That classic Country & Western song seems to perfectly sum up the contrasting moods of Rosh Hashana & Yom Kippur. We gravitate between feeling very confident of ourselves – indeed, we are said to approximate angels, dressed in pure white - & yet we are fearful of our future, pleading with G-d to please forgive us & let us go on living.

We are, as the Tefila so aptly says, both "favored children ("banim"), as well as lowly servants ("avadim").

Rav Yehoshua Goodman zt"l, the sainted rav of my shul in Chicago, was one of the leaders of Chabad in the city; it was he who first instilled in me the desire to do kiruv. He took me under his wing & trained me. ("If you want to lead ‘em, you have to feed ‘em!" was one of the lessons he taught us).

In my mind’s eye, I can still see him in shul on Yom Kippur, as he stood majestically wrapped in his Talit, intensely reciting the prayer, "L’kel Orech Din." It is a Tefila which places us, as it were, in the docket, in court, being tried by the Heavenly Tribunal. When he reached the line that says "To He who legally acquires His servants," ("L’koneh avadav ba-din") he would break down crying, vigorously nodding his head up & down in agreement.

I approached him when shul was over and I asked him why this line was so special, so crucial, & he explained it to me:

"We mortals think we are so powerful, so independent, so much in control of our fate. But the truth is, try as we might, we really have little or no control at all over the vicissitudes of life. Danger is everywhere, & problems lurk around every corner. At some point – if we are humble & wise – we learn that our only real safety lies in coming under Hashem’s saving power and protection."

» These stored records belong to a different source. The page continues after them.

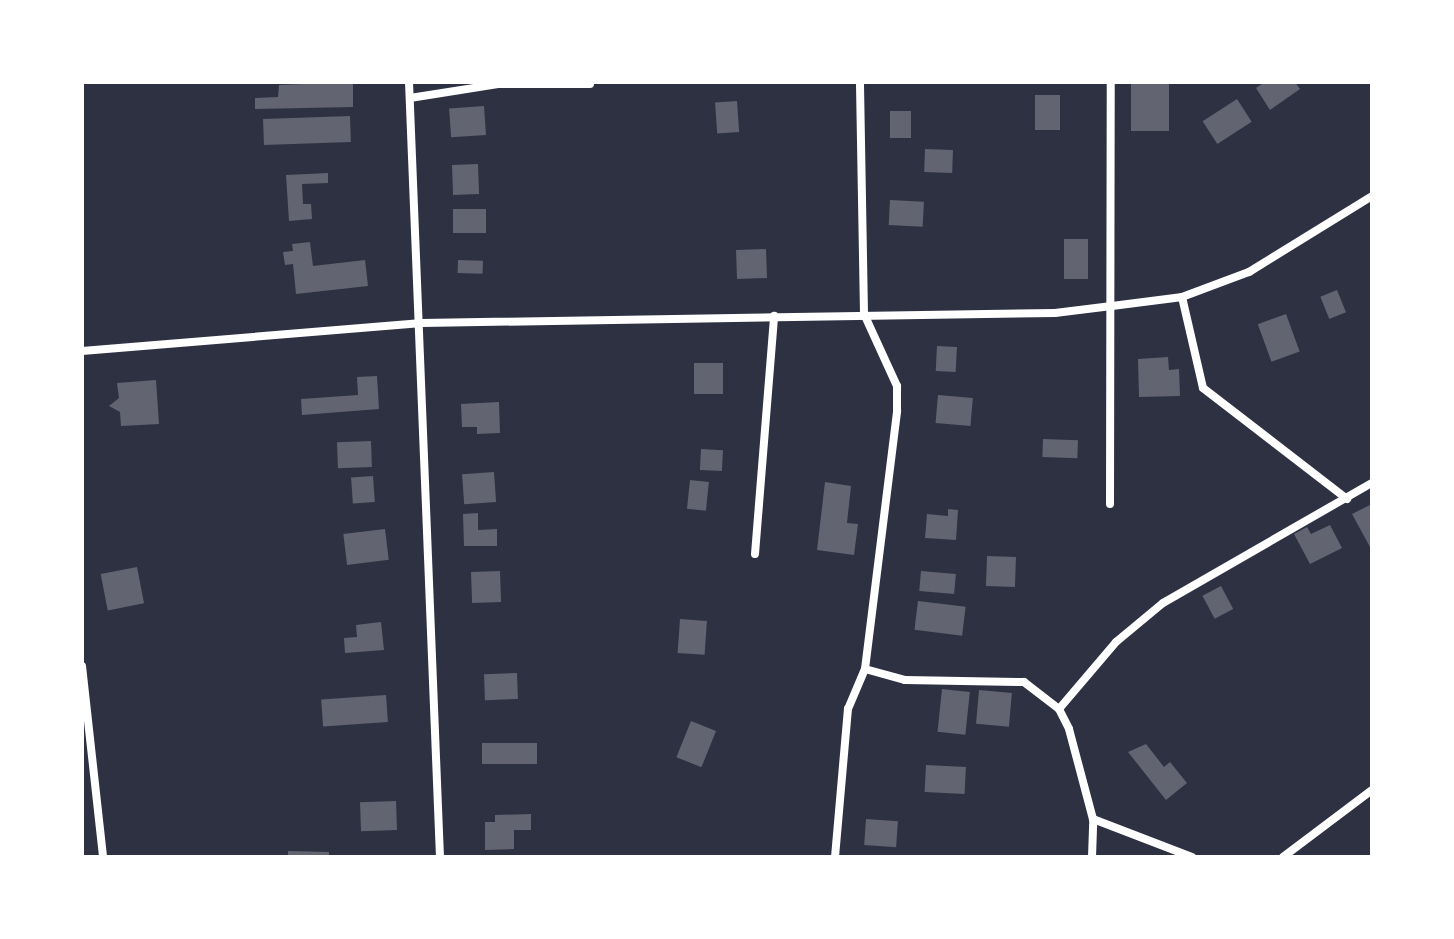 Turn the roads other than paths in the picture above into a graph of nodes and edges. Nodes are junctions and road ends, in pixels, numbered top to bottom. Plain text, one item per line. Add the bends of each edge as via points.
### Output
1 (409, 82) edge
2 (860, 82) edge
3 (1111, 82) edge
4 (590, 84) dead end
5 (410, 98) junction
6 (1372, 196) edge
7 (1182, 297) junction
8 (1112, 306) junction
9 (864, 314) junction
10 (774, 316) junction
11 (422, 323) junction
12 (82, 351) edge
13 (1372, 483) edge
14 (1347, 499) junction
15 (1110, 504) dead end
16 (755, 554) dead end
17 (82, 666) edge
18 (865, 669) junction
19 (1059, 709) junction
20 (1372, 790) edge
21 (1093, 819) junction
22 (103, 857) edge
23 (440, 857) edge
24 (835, 857) edge
25 (1092, 857) edge
26 (1192, 857) edge
27 (1283, 857) edge

1 - 5 street
2 - 9 street
3 - 8 street
4 - 5 street via 498,84
5 - 11 street
6 - 7 street via 1249,272
7 - 8 street
7 - 14 street via 1203,388
8 - 9 street via 1055,313
8 - 15 street
9 - 10 street
9 - 18 street via 897,386
10 - 11 street
10 - 16 street
11 - 12 street
11 - 23 street
13 - 14 street
14 - 19 street via 1163,603 1116,642
17 - 22 street
18 - 19 street via 905,680 1024,682
18 - 24 street via 848,709
19 - 21 street
20 - 27 street
21 - 25 street
21 - 26 street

"And so, we acknowledge to G-d that we truly, literally ARE His servants. For you see, we know that the Torah commands the master to protect his servants, to see to their needs, to feed, shelter & safeguard them from harm. And since even Hashem is bound to abide by His own Torah, we declare that he is the Master & we are the servant. In that way, we can actually ‘force’ Him to take care of us! That is the power of this prayer, & that is why I focus so passionately on it."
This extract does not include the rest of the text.